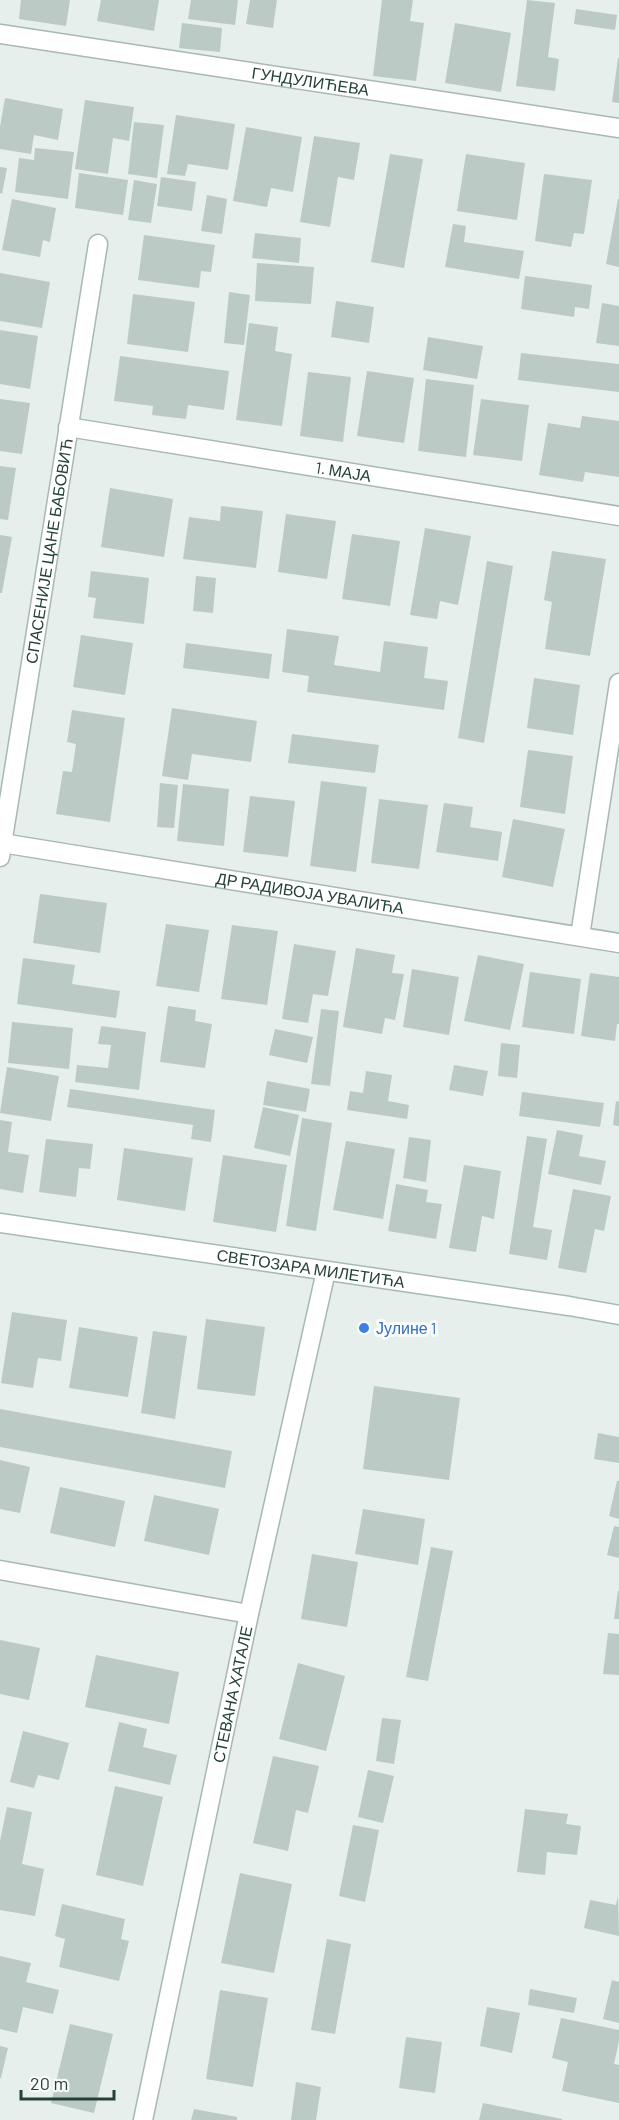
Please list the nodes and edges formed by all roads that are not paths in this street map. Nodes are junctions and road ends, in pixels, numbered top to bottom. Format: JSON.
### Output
{"nodes":[{"id":1,"x":0,"y":34,"type":"edge"},
{"id":2,"x":619,"y":128,"type":"edge"},
{"id":3,"x":98,"y":244,"type":"dead end"},
{"id":4,"x":68,"y":427,"type":"junction"},
{"id":5,"x":619,"y":516,"type":"edge"},
{"id":6,"x":619,"y":683,"type":"edge"},
{"id":7,"x":1,"y":850,"type":"edge"},
{"id":8,"x":580,"y":936,"type":"junction"},
{"id":9,"x":619,"y":943,"type":"edge"},
{"id":10,"x":0,"y":1223,"type":"edge"},
{"id":11,"x":326,"y":1271,"type":"junction"},
{"id":12,"x":619,"y":1315,"type":"edge"},
{"id":13,"x":0,"y":1570,"type":"edge"},
{"id":14,"x":249,"y":1614,"type":"junction"},
{"id":15,"x":143,"y":2120,"type":"edge"}],
"edges":[{"from":1,"to":2,"type":"street","name":"ГУНДУЛИЋЕВА"},
{"from":3,"to":4,"type":"street","name":"СПАСЕНИЈЕ ЦАНЕ БАБОВИЋ"},
{"from":4,"to":5,"type":"street","name":"1. МАЈА"},
{"from":4,"to":7,"type":"street","name":"СПАСЕНИЈЕ ЦАНЕ БАБОВИЋ"},
{"from":6,"to":8,"type":"street"},
{"from":7,"to":8,"type":"street","name":"ДР РАДИВОЈА УВАЛИЋА"},
{"from":8,"to":9,"type":"street","name":"ДР РАДИВОЈА УВАЛИЋА"},
{"from":10,"to":11,"type":"street","name":"СВЕТОЗАРА МИЛЕТИЋА"},
{"from":11,"to":12,"type":"street","name":"СВЕТОЗАРА МИЛЕТИЋА"},
{"from":11,"to":14,"type":"street","name":"СТЕВАНА ХАТАЛЕ"},
{"from":13,"to":14,"type":"street"},
{"from":14,"to":15,"type":"street","name":"СТЕВАНА ХАТАЛЕ"}]}
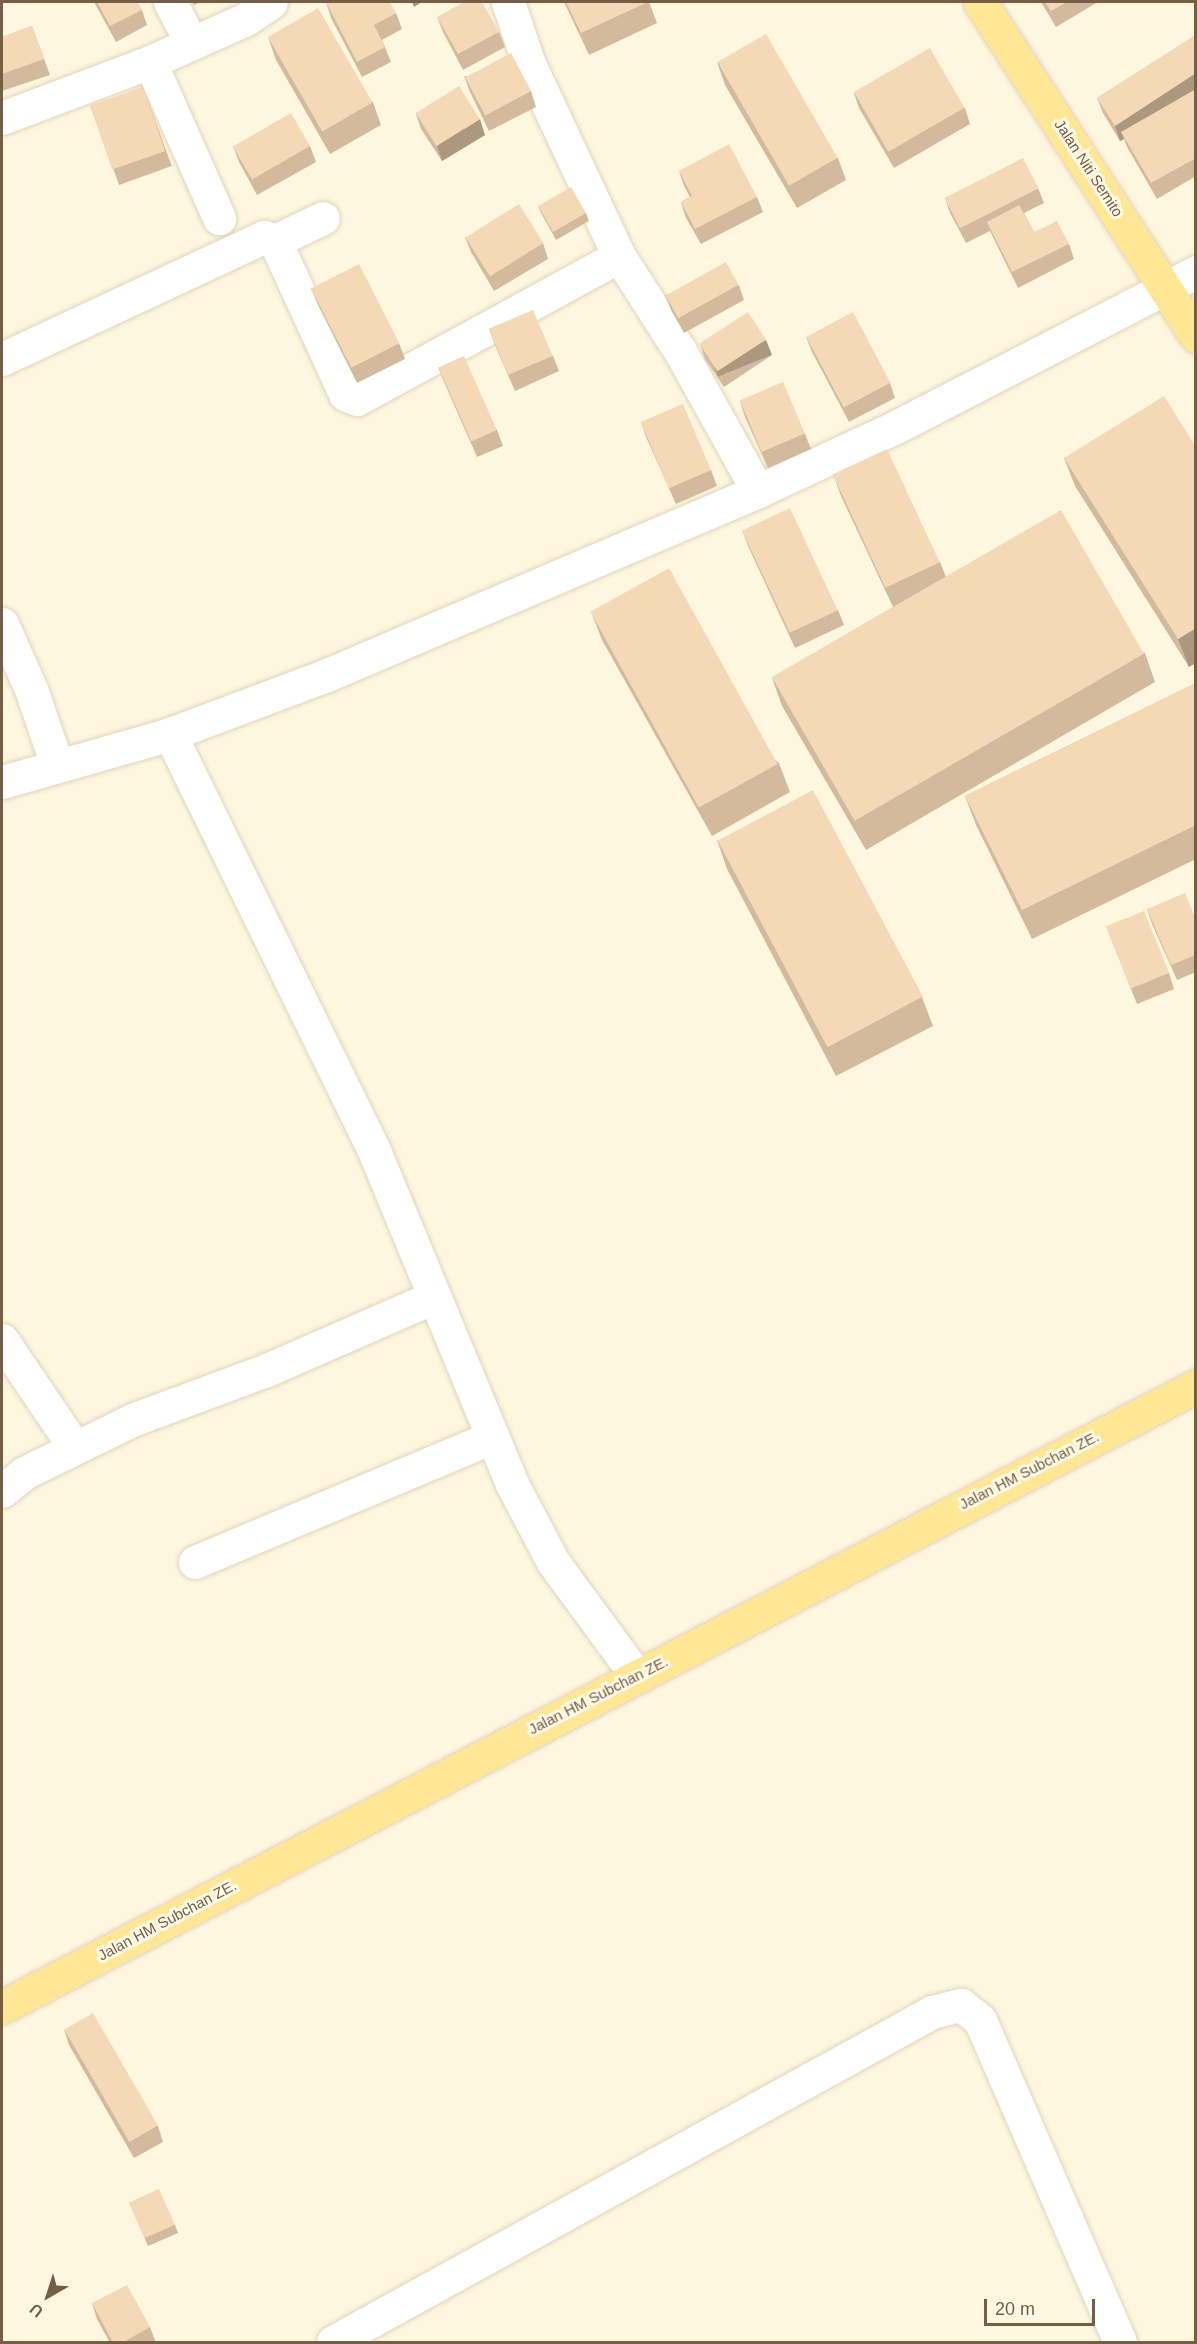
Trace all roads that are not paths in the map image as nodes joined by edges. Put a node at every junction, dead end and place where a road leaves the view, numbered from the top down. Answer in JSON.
{"nodes":[{"id":1,"x":170,"y":2,"type":"edge"},
{"id":2,"x":271,"y":2,"type":"edge"},
{"id":3,"x":508,"y":2,"type":"edge"},
{"id":4,"x":980,"y":2,"type":"edge"},
{"id":5,"x":191,"y":42,"type":"junction"},
{"id":6,"x":150,"y":62,"type":"junction"},
{"id":7,"x":2,"y":118,"type":"edge"},
{"id":8,"x":219,"y":218,"type":"dead end"},
{"id":9,"x":323,"y":218,"type":"dead end"},
{"id":10,"x":275,"y":241,"type":"junction"},
{"id":11,"x":619,"y":256,"type":"junction"},
{"id":12,"x":1182,"y":281,"type":"edge"},
{"id":13,"x":1196,"y":336,"type":"edge"},
{"id":14,"x":2,"y":359,"type":"edge"},
{"id":15,"x":758,"y":491,"type":"junction"},
{"id":16,"x":2,"y":624,"type":"edge"},
{"id":17,"x":170,"y":734,"type":"junction"},
{"id":18,"x":57,"y":765,"type":"junction"},
{"id":19,"x":2,"y":782,"type":"edge"},
{"id":20,"x":434,"y":1297,"type":"junction"},
{"id":21,"x":2,"y":1340,"type":"edge"},
{"id":22,"x":1196,"y":1386,"type":"edge"},
{"id":23,"x":493,"y":1437,"type":"junction"},
{"id":24,"x":75,"y":1448,"type":"junction"},
{"id":25,"x":2,"y":1491,"type":"edge"},
{"id":26,"x":195,"y":1562,"type":"dead end"},
{"id":27,"x":636,"y":1675,"type":"junction"},
{"id":28,"x":3,"y":2004,"type":"edge"},
{"id":29,"x":333,"y":2343,"type":"edge"},
{"id":30,"x":1120,"y":2343,"type":"edge"}],
"edges":[{"from":1,"to":5,"type":"street"},
{"from":2,"to":5,"type":"street"},
{"from":3,"to":11,"type":"street"},
{"from":4,"to":12,"type":"main road","name":"Jalan Niti Semito"},
{"from":5,"to":6,"type":"street"},
{"from":6,"to":7,"type":"street"},
{"from":6,"to":8,"type":"street"},
{"from":9,"to":10,"type":"street"},
{"from":10,"to":11,"type":"street"},
{"from":10,"to":14,"type":"street"},
{"from":11,"to":15,"type":"street"},
{"from":12,"to":13,"type":"main road","name":"Jalan Niti Semito"},
{"from":12,"to":15,"type":"street"},
{"from":15,"to":17,"type":"street"},
{"from":16,"to":18,"type":"street"},
{"from":17,"to":18,"type":"street"},
{"from":17,"to":20,"type":"street"},
{"from":18,"to":19,"type":"street"},
{"from":20,"to":23,"type":"street"},
{"from":20,"to":24,"type":"street"},
{"from":21,"to":24,"type":"street"},
{"from":22,"to":27,"type":"main road","name":"Jalan HM Subchan ZE."},
{"from":23,"to":26,"type":"street"},
{"from":23,"to":27,"type":"street"},
{"from":24,"to":25,"type":"street"},
{"from":27,"to":28,"type":"main road","name":"Jalan HM Subchan ZE."},
{"from":29,"to":30,"type":"street"}]}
========
■ **Exercise requirements**: Pull out all lines containing the word "main" from the entries above.

■ **Exercise response**:
{"from":4,"to":12,"type":"main road","name":"Jalan Niti Semito"},
{"from":12,"to":13,"type":"main road","name":"Jalan Niti Semito"},
{"from":22,"to":27,"type":"main road","name":"Jalan HM Subchan ZE."},
{"from":27,"to":28,"type":"main road","name":"Jalan HM Subchan ZE."},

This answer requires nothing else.